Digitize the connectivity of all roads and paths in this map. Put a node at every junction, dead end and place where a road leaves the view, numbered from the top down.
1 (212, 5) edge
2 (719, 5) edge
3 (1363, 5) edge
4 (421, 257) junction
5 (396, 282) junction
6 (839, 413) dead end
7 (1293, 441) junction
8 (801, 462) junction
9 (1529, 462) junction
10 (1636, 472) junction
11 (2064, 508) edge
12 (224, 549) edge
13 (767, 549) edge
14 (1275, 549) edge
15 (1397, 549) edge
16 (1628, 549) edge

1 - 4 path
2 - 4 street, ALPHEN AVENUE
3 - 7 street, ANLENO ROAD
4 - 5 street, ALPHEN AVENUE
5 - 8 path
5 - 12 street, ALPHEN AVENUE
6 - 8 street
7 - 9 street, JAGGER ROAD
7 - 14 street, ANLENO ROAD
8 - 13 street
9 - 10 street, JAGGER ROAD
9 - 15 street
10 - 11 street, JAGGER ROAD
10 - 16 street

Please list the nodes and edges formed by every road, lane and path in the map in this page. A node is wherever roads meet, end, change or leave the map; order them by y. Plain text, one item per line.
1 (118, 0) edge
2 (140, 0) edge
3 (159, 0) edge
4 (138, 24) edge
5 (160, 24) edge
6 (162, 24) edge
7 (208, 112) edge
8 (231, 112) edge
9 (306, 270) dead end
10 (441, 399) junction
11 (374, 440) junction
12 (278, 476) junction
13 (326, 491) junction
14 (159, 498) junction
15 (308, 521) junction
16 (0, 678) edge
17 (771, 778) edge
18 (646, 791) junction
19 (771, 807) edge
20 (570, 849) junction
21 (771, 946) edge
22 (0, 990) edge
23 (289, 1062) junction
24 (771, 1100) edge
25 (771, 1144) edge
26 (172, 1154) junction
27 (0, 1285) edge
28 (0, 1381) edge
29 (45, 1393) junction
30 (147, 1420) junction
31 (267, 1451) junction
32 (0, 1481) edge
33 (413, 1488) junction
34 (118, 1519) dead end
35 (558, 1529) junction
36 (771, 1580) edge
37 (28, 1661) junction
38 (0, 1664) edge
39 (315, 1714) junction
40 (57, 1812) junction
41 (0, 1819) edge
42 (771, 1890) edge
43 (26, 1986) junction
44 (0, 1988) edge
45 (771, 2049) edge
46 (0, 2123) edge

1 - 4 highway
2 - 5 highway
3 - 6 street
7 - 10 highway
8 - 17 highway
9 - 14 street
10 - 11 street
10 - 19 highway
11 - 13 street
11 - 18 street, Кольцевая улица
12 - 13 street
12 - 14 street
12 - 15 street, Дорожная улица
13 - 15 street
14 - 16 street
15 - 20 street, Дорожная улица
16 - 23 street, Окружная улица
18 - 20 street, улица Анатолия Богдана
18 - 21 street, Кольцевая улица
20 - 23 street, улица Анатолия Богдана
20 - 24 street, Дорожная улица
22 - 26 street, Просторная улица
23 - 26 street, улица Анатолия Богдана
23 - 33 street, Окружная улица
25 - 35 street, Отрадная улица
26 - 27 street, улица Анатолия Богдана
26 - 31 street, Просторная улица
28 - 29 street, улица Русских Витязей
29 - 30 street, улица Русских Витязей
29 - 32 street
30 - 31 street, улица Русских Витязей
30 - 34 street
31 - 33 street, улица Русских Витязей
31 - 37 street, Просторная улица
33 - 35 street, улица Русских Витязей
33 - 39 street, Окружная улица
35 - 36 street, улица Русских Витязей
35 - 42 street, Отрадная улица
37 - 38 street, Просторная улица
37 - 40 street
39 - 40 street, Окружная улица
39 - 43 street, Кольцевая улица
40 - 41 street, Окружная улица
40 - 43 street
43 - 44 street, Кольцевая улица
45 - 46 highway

EXERCISE DESCRIPTION:
Whenever a line in the records above contains the string "Окружная", copy that line.

RESULT OF THIS EXERCISE:
16 - 23 street, Окружная улица
23 - 33 street, Окружная улица
33 - 39 street, Окружная улица
39 - 40 street, Окружная улица
40 - 41 street, Окружная улица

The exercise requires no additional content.